FSharp.Data icon indicating copy to clipboard operation
FSharp.Data copied to clipboard

Csv: possibility to treat 0/1 column as number

Open kirsar opened this issue 3 years ago • 3 comments

Is there any way to override default csv type inference behavior "Columns with only 0, 1, Yes, No, True, or False will be set to bool" (or may be inject a callback somewhere) and treat 0/1 column as number for random csv (no shema known upfront)? Thanks.

https://fsprojects.github.io/FSharp.Data/library/CsvProvider.html#Controlling-the-column-types

kirsar avatar Dec 08 '21 13:12 kirsar

In general, I don't think so. But

  1. If the column name is known (e.g., MyColumn) you could specify that the column with that name is integer
type Csv =
  CsvProvider<"file.csv",
              Schema="MyColumn=int",
              ResolutionFolder=ResolutionFolder>
  1. You could use the csv parser instead to bypass auto conversion https://fsprojects.github.io/FSharp.Data/library/CsvFile.html

nhirschey avatar Mar 03 '22 17:03 nhirschey

@nhirschey thanks! Unfortunately my content is totally dynamic, no suggestions can be done upfront So I introduced some post processing: if type inferred as boolean but column has only '0' and '1' cells, I forcely set it's type to integer.

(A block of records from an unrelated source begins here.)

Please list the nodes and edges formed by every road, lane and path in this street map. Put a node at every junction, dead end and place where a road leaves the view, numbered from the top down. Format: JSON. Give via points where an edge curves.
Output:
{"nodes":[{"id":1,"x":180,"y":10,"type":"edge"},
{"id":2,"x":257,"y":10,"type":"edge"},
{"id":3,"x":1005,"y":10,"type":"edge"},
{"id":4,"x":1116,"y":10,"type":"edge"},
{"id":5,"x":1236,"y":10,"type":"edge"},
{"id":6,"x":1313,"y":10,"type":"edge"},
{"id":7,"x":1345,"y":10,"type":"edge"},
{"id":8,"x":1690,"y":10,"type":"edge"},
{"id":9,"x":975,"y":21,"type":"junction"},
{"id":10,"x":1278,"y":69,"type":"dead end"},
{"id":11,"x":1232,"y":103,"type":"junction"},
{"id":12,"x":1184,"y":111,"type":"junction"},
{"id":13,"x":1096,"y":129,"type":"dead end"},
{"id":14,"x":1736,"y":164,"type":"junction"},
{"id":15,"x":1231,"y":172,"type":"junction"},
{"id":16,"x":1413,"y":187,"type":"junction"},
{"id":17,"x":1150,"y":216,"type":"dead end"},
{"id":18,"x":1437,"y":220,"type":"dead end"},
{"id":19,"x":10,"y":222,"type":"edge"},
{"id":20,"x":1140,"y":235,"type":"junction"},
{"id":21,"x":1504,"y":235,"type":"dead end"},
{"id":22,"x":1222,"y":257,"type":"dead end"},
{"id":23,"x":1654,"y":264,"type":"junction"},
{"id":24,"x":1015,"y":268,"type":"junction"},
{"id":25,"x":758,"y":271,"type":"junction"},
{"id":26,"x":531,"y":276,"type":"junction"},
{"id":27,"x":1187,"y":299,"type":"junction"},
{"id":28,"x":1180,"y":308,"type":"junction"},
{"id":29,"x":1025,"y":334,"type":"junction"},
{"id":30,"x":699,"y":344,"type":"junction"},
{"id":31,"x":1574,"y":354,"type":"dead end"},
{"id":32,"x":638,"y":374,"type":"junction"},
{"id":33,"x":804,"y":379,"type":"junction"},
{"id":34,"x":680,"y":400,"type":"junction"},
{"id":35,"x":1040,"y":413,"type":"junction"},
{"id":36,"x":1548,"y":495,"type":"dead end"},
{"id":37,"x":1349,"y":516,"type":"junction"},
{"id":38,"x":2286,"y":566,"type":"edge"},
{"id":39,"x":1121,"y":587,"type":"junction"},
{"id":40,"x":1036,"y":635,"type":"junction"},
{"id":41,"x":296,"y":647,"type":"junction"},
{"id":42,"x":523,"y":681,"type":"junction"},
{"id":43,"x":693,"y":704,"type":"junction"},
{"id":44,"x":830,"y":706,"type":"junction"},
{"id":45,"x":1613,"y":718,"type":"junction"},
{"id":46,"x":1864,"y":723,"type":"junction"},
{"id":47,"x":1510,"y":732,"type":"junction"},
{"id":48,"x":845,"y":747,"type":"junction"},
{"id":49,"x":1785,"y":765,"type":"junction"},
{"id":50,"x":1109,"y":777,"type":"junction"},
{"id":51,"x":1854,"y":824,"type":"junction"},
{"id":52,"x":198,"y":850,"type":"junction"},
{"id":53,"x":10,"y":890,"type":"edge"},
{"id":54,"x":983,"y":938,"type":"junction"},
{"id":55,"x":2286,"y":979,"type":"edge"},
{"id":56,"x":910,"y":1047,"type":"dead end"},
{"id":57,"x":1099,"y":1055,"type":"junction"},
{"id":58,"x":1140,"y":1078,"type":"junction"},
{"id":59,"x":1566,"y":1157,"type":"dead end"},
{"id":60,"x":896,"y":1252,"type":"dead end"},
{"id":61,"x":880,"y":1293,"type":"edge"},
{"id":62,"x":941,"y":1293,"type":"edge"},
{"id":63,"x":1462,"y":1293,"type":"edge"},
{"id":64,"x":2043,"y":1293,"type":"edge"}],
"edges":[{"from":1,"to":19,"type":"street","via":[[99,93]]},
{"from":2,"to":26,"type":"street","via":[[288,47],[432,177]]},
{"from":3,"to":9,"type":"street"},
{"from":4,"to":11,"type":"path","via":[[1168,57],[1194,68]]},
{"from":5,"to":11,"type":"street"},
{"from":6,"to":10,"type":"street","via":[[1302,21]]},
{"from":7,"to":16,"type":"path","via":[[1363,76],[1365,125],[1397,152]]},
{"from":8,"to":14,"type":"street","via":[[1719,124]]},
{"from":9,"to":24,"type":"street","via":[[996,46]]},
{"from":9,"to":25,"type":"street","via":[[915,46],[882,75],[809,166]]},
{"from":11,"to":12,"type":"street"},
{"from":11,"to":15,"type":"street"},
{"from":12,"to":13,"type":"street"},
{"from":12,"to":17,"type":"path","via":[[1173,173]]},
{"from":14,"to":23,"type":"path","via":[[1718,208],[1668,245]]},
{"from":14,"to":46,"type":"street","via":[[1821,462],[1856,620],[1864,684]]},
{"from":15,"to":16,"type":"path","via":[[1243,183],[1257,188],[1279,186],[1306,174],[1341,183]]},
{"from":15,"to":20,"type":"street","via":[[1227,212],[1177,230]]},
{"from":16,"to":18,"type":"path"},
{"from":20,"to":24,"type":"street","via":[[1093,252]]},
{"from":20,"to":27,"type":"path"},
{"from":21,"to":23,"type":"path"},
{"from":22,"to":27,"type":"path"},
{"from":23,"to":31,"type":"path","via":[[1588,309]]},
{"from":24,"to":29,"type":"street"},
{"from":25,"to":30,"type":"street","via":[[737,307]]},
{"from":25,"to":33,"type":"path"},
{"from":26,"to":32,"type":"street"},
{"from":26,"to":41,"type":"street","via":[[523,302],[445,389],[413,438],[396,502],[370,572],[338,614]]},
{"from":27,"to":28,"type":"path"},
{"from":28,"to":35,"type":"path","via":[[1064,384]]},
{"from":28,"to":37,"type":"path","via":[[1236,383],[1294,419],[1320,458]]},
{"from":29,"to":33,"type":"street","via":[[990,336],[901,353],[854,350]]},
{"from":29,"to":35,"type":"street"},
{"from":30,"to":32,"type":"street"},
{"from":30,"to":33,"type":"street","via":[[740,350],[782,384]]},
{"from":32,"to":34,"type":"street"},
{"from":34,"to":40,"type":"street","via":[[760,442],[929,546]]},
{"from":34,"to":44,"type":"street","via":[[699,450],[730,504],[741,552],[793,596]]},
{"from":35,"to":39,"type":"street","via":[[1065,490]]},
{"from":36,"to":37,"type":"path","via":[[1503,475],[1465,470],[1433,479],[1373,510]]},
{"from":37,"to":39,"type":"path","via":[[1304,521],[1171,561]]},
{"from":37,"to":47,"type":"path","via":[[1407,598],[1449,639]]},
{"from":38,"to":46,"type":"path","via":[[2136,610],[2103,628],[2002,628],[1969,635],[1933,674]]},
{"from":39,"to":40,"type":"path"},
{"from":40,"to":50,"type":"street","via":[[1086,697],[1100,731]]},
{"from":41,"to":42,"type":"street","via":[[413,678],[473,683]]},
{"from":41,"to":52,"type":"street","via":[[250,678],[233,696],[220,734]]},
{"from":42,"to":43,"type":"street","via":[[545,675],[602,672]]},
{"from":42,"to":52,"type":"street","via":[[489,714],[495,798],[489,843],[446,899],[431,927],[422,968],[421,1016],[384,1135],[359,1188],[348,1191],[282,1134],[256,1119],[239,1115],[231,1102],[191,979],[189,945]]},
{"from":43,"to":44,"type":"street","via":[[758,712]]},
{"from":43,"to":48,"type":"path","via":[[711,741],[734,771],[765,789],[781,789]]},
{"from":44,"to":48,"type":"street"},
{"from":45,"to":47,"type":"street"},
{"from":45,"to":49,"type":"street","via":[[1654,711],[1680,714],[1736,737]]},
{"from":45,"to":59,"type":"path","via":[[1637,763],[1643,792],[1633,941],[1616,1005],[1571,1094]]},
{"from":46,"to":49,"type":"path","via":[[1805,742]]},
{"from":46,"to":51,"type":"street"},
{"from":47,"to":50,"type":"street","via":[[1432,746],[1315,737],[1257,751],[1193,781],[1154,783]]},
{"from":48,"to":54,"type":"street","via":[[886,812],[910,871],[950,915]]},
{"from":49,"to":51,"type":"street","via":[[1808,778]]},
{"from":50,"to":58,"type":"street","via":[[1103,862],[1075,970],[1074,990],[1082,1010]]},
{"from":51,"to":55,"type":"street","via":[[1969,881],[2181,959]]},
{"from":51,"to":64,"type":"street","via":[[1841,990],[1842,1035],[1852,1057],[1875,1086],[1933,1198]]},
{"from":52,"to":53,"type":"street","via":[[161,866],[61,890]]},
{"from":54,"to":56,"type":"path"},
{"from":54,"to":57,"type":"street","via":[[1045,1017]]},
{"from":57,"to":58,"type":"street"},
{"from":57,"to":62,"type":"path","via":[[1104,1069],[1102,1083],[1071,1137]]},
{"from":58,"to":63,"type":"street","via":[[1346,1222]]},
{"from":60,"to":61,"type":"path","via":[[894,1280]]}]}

certara-ksorokin avatar Mar 28 '22 14:03 certara-ksorokin

I guess we should interpet this as a request for a feature request for a new static parameter StrictBooleans to the CsvProvider so that the provider only infers a boolean type for samples containing precisely true/false values

Currently the spec says: "Columns with only 0, 1, Yes, No, True, or False will be set to bool." With this static parameter this would become "Columns with only 0, 1, Yes, No, True, or False will be set to bool. If StrictBooleans is active, then columns with only true or false will be set to bool."

dsyme avatar Mar 11 '24 22:03 dsyme